Police forces began removing banners and flags of different armed groups in Sinjar's government offices.

ERBIL (Kurdistan 24) – The Iraqi Federal Police started implementing an agreement—between Baghdad and authorities in Erbil—that demands the eventual ouster of militias from the disputed Sinjar region north of the country.

Police forces began lowering banners and flags of different armed groups on public grounds in Sinjar (Shingal).

The Government of Iraq and the Kurdistan Regional Government (KRG) announced on October 9 they had reached an agreement to restore and normalize the situation in the Shingal area, where competing armed groups are active.

Read More: UN envoy to Iraq calls for Sinjar agreement to be implemented

The agreement, supported by the international community, aims to remove the Kurdistan Workers’ Party (PKK) fighters and the Popular Mobilization Forces (PMF) from the strategic city on the border with Syria.

Implementation by Baghdad came after intensive rounds of meetings recently between senior Iraqi and KRG officials. The mayor of Shingal, Mahma Khalil, explained to Kurdistan 24 that the move by the Federal Police “comes in the context of implementing the Shingal Agreement.”

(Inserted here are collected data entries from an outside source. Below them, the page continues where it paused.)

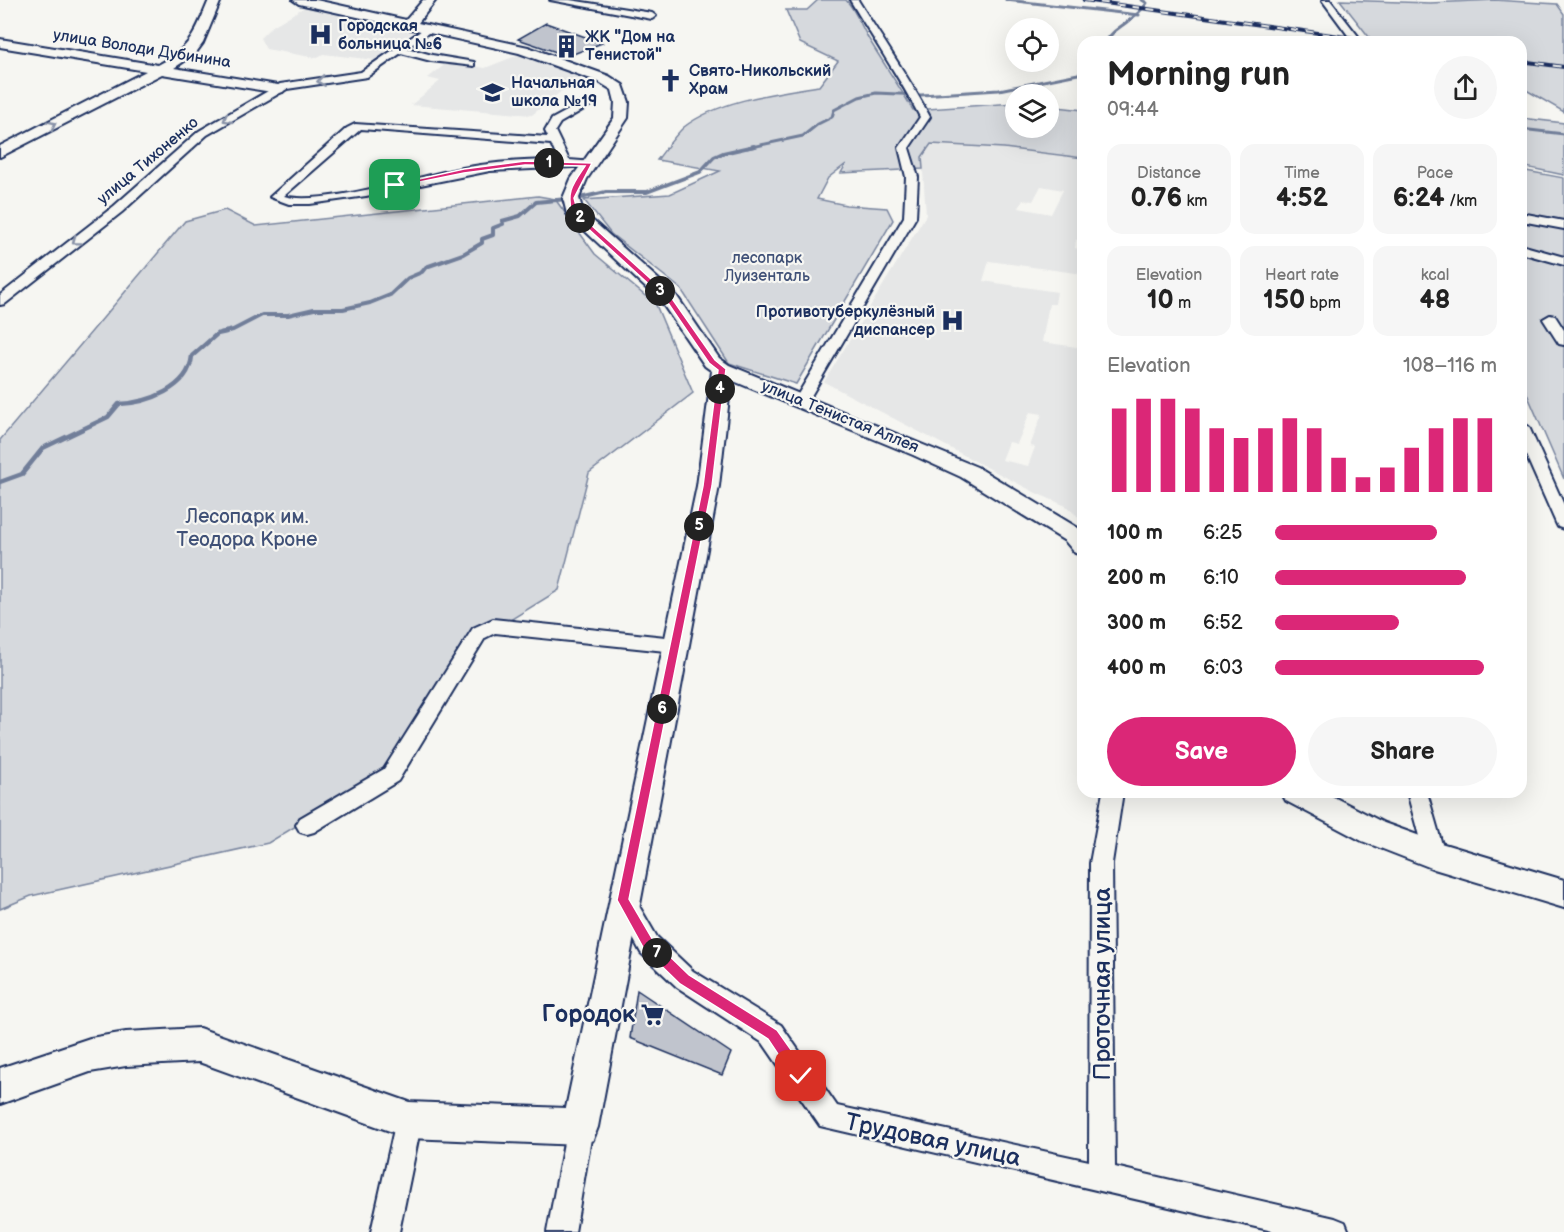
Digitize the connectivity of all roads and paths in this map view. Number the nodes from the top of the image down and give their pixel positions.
1 (215, 0) edge
2 (299, 0) edge
3 (430, 0) edge
4 (554, 0) edge
5 (854, 0) edge
6 (1326, 0) edge
7 (652, 16) dead end
8 (409, 25) junction
9 (428, 29) junction
10 (1353, 36) dead end
11 (0, 43) edge
12 (399, 49) junction
13 (471, 64) dead end
14 (158, 71) junction
15 (278, 89) junction
16 (587, 103) dead end
17 (552, 141) junction
18 (0, 152) edge
19 (565, 163) junction
20 (590, 164) junction
21 (1527, 218) edge
22 (1564, 225) edge
23 (1527, 251) edge
24 (1564, 261) edge
25 (0, 301) edge
26 (1550, 319) dead end
27 (1564, 341) edge
28 (722, 369) junction
29 (801, 401) junction
30 (1527, 440) edge
31 (1564, 523) edge
32 (1077, 541) edge
33 (675, 645) junction
34 (1112, 798) edge
35 (1308, 798) edge
36 (1419, 798) edge
37 (307, 825) dead end
38 (1434, 855) junction
39 (1564, 894) edge
40 (623, 900) junction
41 (0, 1086) edge
42 (409, 1120) junction
43 (580, 1127) junction
44 (1102, 1177) junction
45 (385, 1232) edge
46 (561, 1232) edge
47 (1335, 1232) edge

1 - 14 street
2 - 8 street, улица Тенистая Аллея
3 - 8 street
4 - 7 street
5 - 29 street
6 - 10 street
8 - 9 street, улица Тенистая Аллея
9 - 12 street, улица Тихоненко
9 - 20 street, улица Тенистая Аллея
11 - 14 street, улица Володи Дубинина
12 - 13 street
12 -> 15 street, улица Тихоненко
14 - 15 street, улица Володи Дубинина
18 -> 14 street
15 -> 25 street, улица Тихоненко
16 - 17 street
17 - 19 street
17 - 19 street
19 - 20 street
20 - 28 street, улица Тенистая Аллея
21 - 22 street
23 - 24 street
26 - 27 street
28 - 29 street, улица Тенистая Аллея
28 - 33 street
29 - 32 street, улица Тенистая Аллея
30 - 31 street
33 - 37 street
33 - 40 street
34 - 44 street, Проточная улица
35 - 38 street
36 - 38 street
38 - 39 street
40 - 43 street
40 - 44 street, Трудовая улица
41 - 42 street
42 - 43 street
42 - 45 street
43 - 46 street
44 - 47 street, Трудовая улица

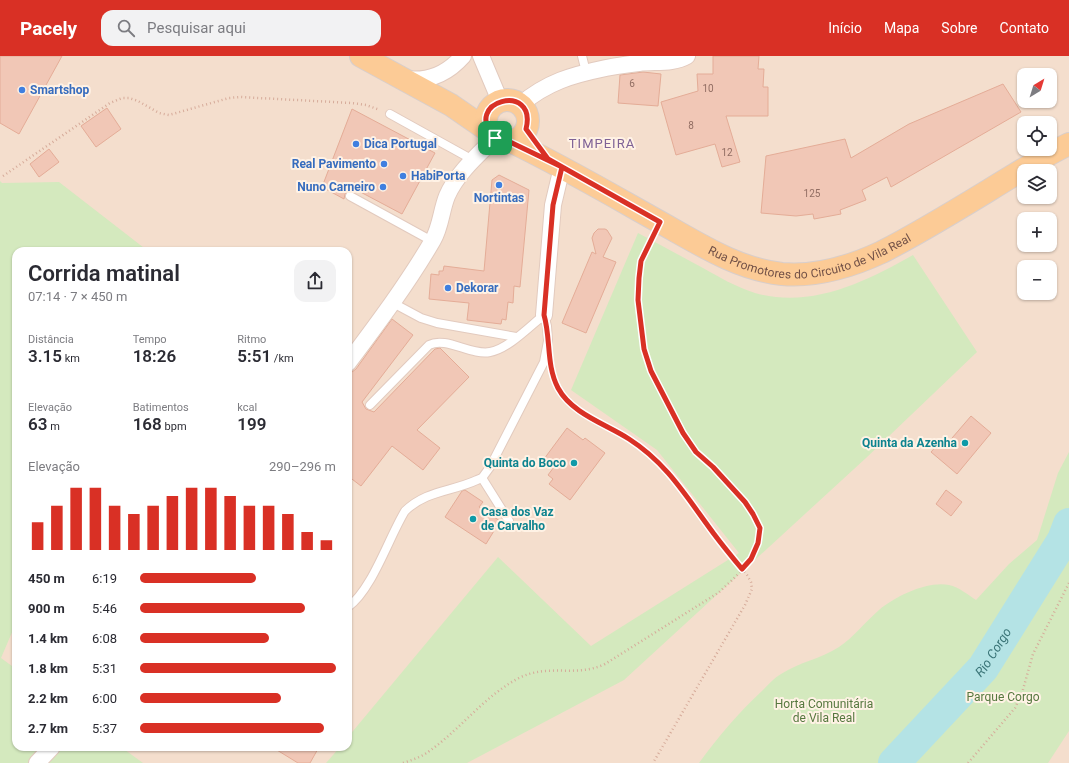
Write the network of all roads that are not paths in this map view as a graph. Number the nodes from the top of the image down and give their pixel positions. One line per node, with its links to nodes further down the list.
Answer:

The flags removed included those of the PMF, the Sinjar Resistance Units (YBŞ)—a PKK-aligned paramilitary group that receives salaries from the PMF—, and the Ezidkhan Protection Forces. In their stead, the police hoisted Iraqi flags on the city’s official institutions.

Related Article: Three countries, including US, condemn PKK attacks on KRG security forces—ongoing since Sinjar agreement

The Federal Police will protect the area up to the Syrian border, according to the agreement. It also calls for the election of a new Shingal administration and pushes for the formation of a local force to manage its security.

Before the so-called Islamic State overran Shingal in August 2014, it was home to some 200,000 residents, most of them members of the Yezidi (Ezidi) religious minority. The terrorist group proceeded to kidnap and massacre untold numbers of people, and thousands of women and girls were forced into sexual slavery. Those atrocities are now widely recognized as genocide. 

Over six years since then, much of Shingal remains uninhabitable rubble, and very few of its former residents have returned to their homes. Tens of thousands of Yezidis from Sinjar and surrounding areas remain displaced in the Kurdistan Region. Others fled to Europe and other areas abroad.